Many commentators believe that the oral argument in the Prop 8 case before the U.S. Supreme Court last week suggests that the Court will "decide not to decide," holding instead that it lacks standing, thus leaving intact the lower court decision reversing the California ban on same-sex marriage. John Bursch, Michigan's solicitor general, disagrees. Writing as a SCOTUSBlog guest, Bursch predicts that the Court will uphold the ban but instead toss out DOMA, the second same-sex marriage case, on federalism grounds.

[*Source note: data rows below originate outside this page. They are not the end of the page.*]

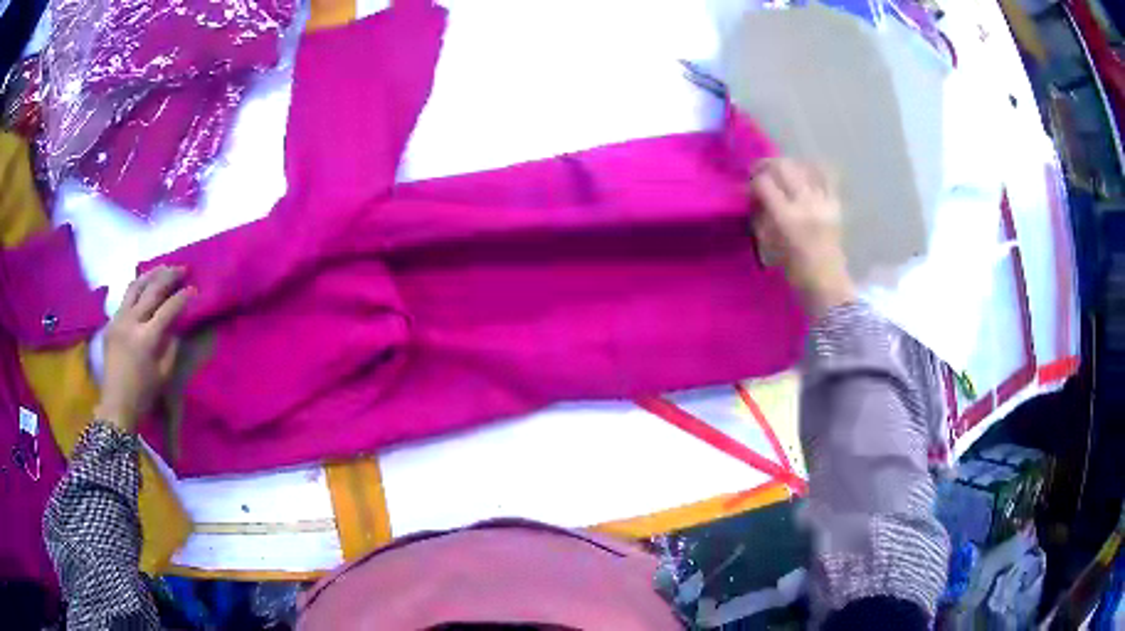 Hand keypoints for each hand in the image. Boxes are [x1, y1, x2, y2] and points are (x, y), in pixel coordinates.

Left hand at [95, 266, 193, 432]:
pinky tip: (144, 286)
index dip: (183, 297)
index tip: (194, 289)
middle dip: (169, 276)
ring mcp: (118, 320)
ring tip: (163, 268)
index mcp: (146, 338)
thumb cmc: (143, 395)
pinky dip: (137, 288)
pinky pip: (125, 298)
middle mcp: (131, 322)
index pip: (169, 308)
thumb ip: (171, 346)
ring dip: (151, 274)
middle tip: (182, 269)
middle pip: (152, 290)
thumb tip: (176, 326)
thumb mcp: (164, 374)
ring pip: (135, 286)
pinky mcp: (111, 322)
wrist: (116, 405)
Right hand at [749, 158, 855, 316]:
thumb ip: (760, 216)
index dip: (752, 182)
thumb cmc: (793, 270)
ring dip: (789, 166)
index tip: (748, 189)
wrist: (827, 282)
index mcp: (786, 218)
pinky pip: (826, 176)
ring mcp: (823, 202)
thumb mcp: (768, 244)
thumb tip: (753, 196)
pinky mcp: (835, 204)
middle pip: (783, 167)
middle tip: (760, 173)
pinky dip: (814, 170)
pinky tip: (805, 173)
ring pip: (804, 167)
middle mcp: (805, 205)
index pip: (764, 184)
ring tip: (783, 173)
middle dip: (767, 166)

Bursch points out several exchanges in the DOMA oral arguments that suggest a win for the DOMA challenge, but says that the Prop 8 case will go the way his amicus brief urged that it go:
Justice Kennedy’s comments about state power to regulate marriage – calling it “the essence of the State police power” – provide further evidence that he intends to uphold Proposition 8. Acting as the swing vote in both cases, Justice Kennedy seems likely to leave it to the People and their elected representatives to decide what “marriage” means. Given recent trends in the polls, this may be of small comfort to supporters of traditional marriage. But such a pair of decisions would not constitutionalize same-sex marriage, which would also be disappointing to same-sex-marriage advocates.

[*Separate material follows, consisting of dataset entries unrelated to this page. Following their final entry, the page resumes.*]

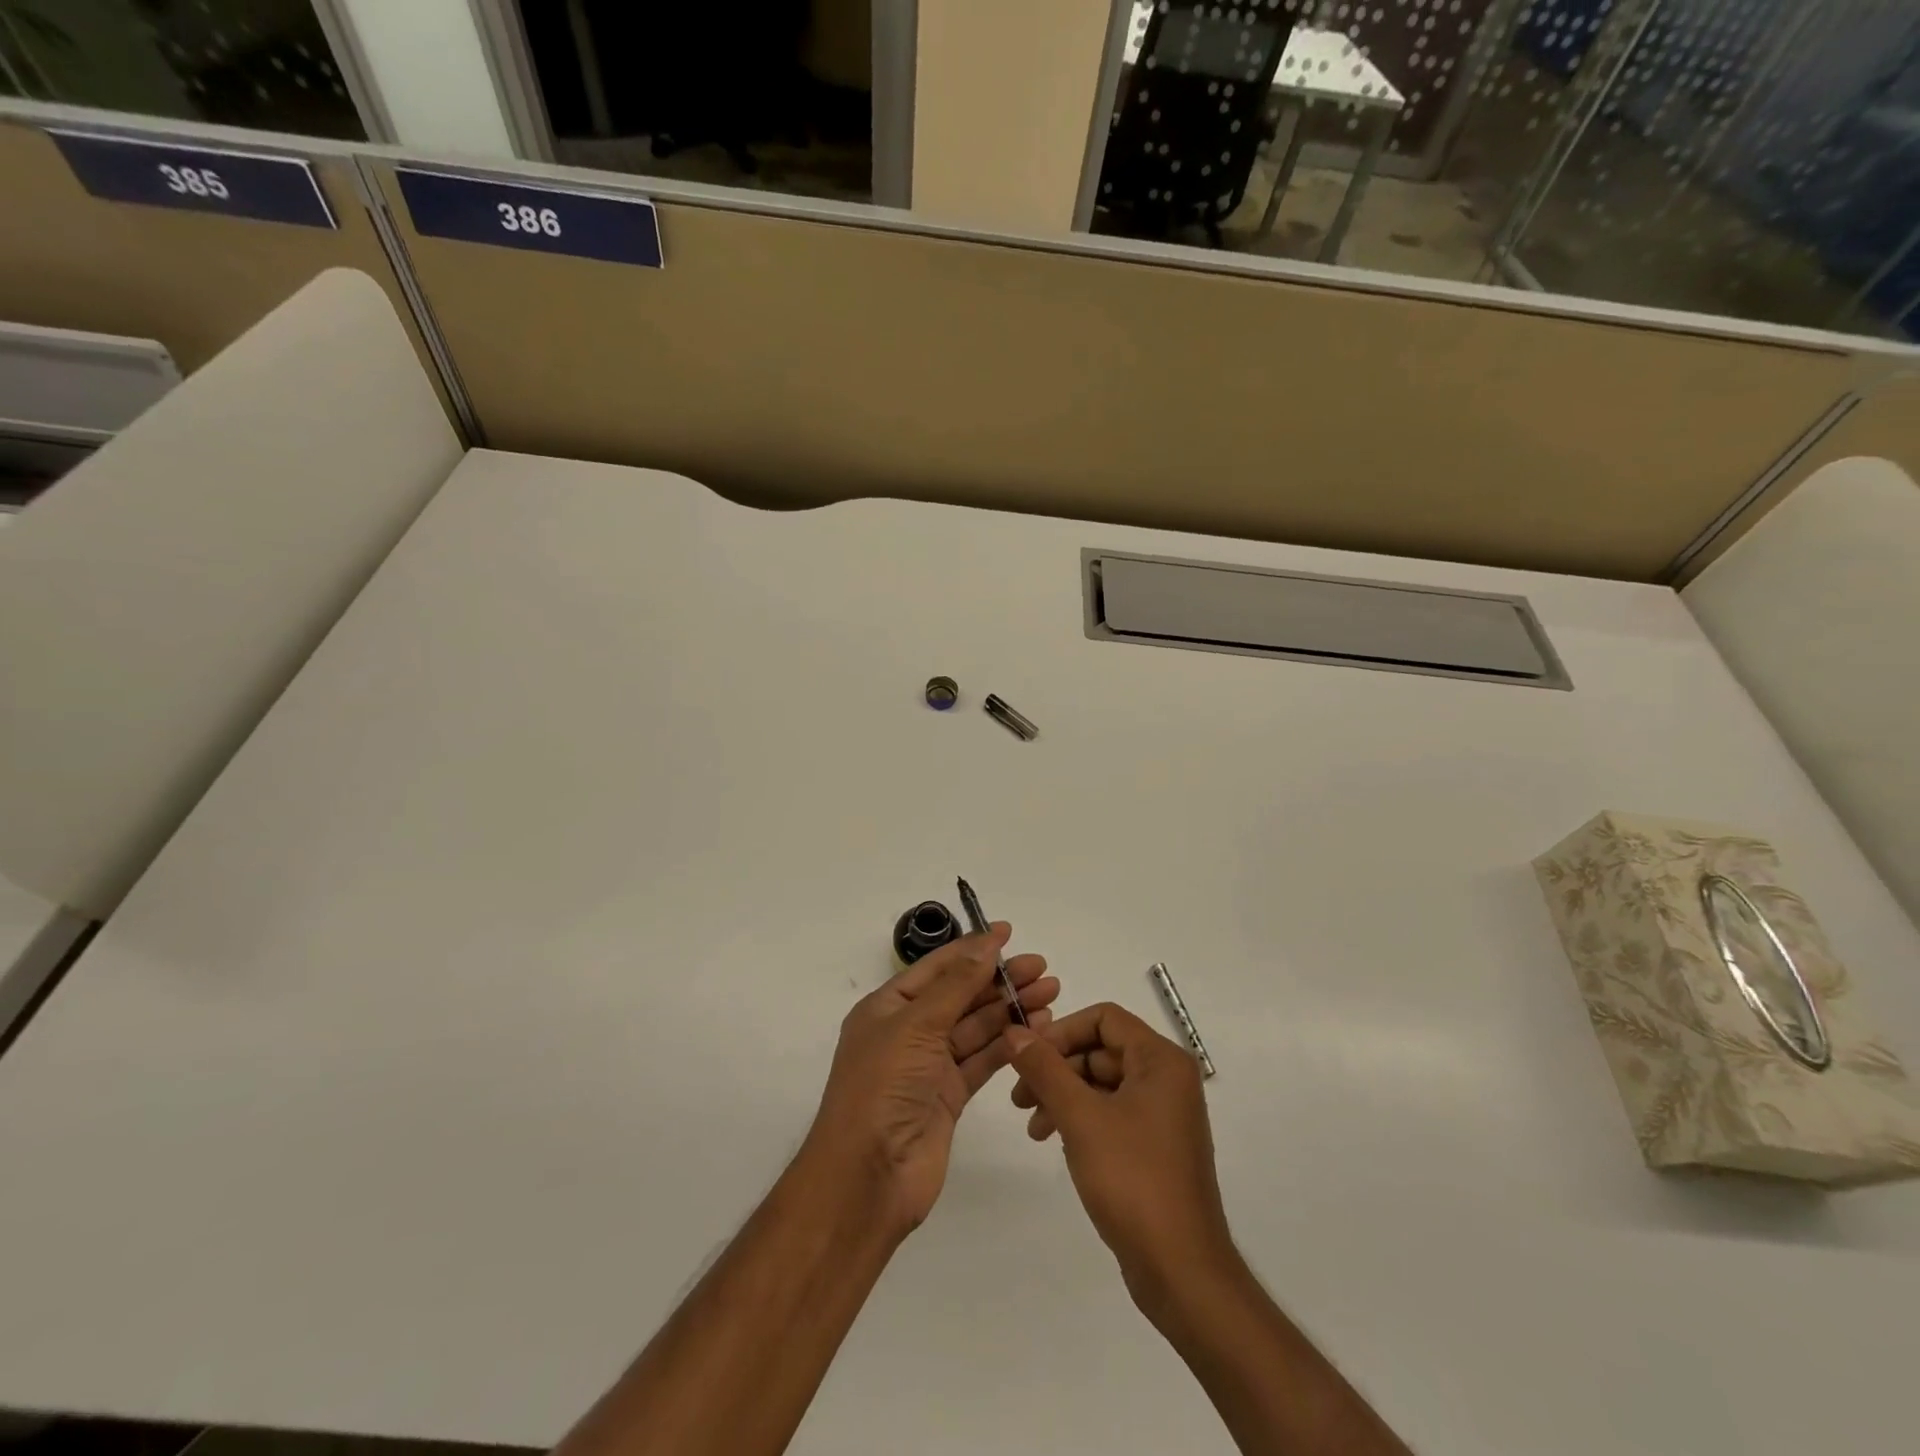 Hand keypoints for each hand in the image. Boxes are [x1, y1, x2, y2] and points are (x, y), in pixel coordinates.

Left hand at [808, 924, 1058, 1239]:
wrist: (868, 1177)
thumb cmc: (882, 1087)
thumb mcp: (916, 1025)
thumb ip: (956, 985)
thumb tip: (986, 943)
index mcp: (888, 1007)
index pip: (937, 967)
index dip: (972, 948)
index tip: (1008, 932)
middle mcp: (908, 1031)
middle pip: (961, 995)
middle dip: (999, 979)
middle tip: (1042, 967)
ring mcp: (930, 1064)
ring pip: (976, 1026)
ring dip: (1009, 1008)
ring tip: (1050, 993)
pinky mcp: (950, 1095)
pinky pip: (983, 1059)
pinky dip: (1008, 1043)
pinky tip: (1036, 1029)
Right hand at [1003, 1004, 1232, 1316]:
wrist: (1181, 1271)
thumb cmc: (1133, 1180)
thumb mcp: (1080, 1118)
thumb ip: (1045, 1069)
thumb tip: (1014, 1032)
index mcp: (1161, 1061)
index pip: (1104, 1018)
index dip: (1061, 1031)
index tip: (1027, 1056)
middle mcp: (1167, 1079)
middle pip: (1101, 1050)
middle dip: (1057, 1069)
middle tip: (1019, 1096)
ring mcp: (1163, 1114)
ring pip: (1102, 1083)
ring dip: (1063, 1096)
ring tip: (1032, 1127)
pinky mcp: (1154, 1146)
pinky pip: (1111, 1113)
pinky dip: (1080, 1119)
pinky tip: (1055, 1141)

For yet another view of where the Supreme Court might go in DOMA, don't miss Jason Mazzone's Balkinization post urging that the Court "go small:"

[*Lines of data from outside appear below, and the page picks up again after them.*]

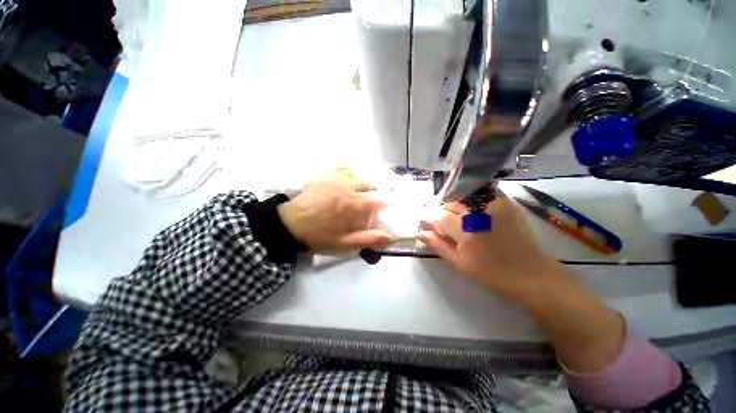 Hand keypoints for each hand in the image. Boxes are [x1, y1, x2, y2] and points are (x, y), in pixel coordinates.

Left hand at [277, 168, 390, 252]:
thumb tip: (388, 235)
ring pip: (360, 174)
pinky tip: (353, 178)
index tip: (378, 212)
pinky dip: (353, 171)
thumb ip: (366, 239)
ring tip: (364, 190)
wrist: (291, 223)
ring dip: (366, 182)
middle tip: (370, 202)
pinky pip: (346, 167)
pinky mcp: (327, 174)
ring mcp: (337, 178)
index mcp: (353, 205)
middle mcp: (348, 187)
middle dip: (375, 193)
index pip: (378, 200)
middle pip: (371, 185)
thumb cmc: (319, 235)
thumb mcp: (343, 243)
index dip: (381, 206)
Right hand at [419, 193, 624, 372]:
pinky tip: (471, 209)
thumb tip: (419, 232)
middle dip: (440, 208)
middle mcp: (477, 212)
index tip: (424, 221)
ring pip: (463, 194)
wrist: (531, 273)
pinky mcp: (505, 202)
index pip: (437, 215)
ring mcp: (493, 204)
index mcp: (465, 229)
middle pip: (449, 200)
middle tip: (441, 221)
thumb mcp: (459, 263)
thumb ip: (437, 245)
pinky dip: (471, 198)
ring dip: (454, 202)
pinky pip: (480, 192)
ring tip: (456, 215)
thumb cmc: (491, 273)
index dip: (427, 216) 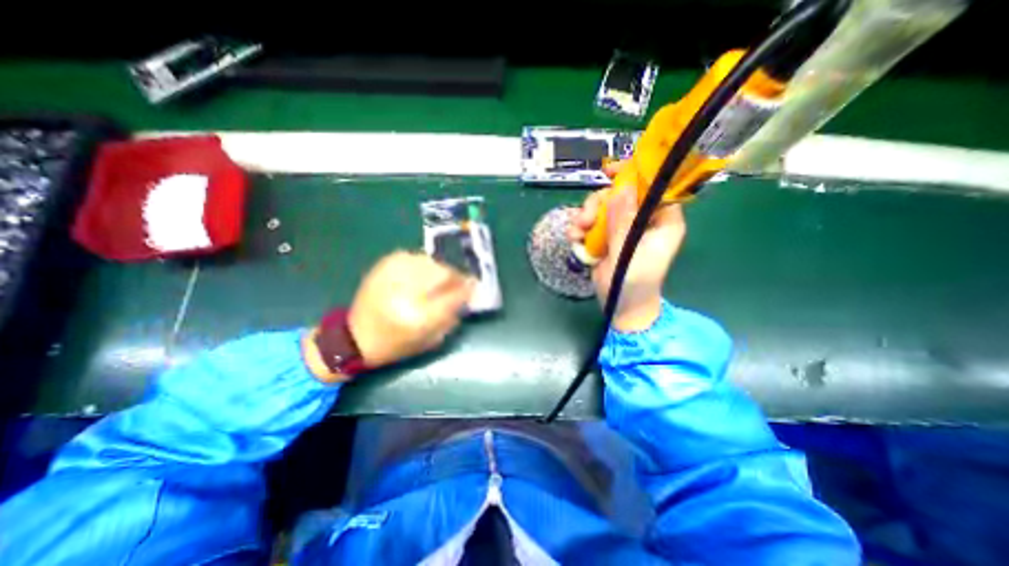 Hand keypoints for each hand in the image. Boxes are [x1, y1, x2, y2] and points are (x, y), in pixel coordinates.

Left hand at [351, 249, 474, 368]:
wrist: (355, 337)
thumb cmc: (397, 345)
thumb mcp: (430, 340)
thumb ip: (452, 316)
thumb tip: (467, 294)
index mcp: (418, 318)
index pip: (453, 295)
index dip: (467, 288)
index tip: (475, 285)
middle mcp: (405, 293)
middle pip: (442, 272)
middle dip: (455, 276)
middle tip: (458, 281)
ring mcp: (392, 276)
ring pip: (429, 261)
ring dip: (439, 269)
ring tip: (439, 278)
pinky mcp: (383, 267)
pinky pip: (413, 257)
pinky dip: (422, 263)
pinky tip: (421, 273)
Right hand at [564, 164, 690, 330]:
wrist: (621, 307)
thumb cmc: (634, 284)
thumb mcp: (628, 253)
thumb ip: (624, 223)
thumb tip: (622, 189)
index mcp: (662, 220)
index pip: (653, 187)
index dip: (634, 174)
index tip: (610, 172)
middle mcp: (643, 220)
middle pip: (620, 195)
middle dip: (598, 203)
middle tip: (585, 219)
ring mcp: (622, 228)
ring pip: (602, 207)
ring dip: (585, 217)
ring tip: (577, 232)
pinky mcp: (606, 237)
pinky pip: (592, 223)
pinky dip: (580, 229)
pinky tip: (574, 239)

Here, then, is the small issue the Court should decide in United States v. Windsor: Does Congress’s limitation of the inheritance tax exemption provision to opposite-sex married couples comply with the equal protection principles of the Fifth Amendment? No need in answering that question to enter the vast federalism minefield. No need to decide a giant equal protection question that implicates more than one thousand federal statutes as well as myriad state law questions (including, yes, marriage itself).
The Court in Windsor should do what it always does: decide one case at a time. This case, this time, presents an issue of the constitutionality of the federal law of inheritance tax.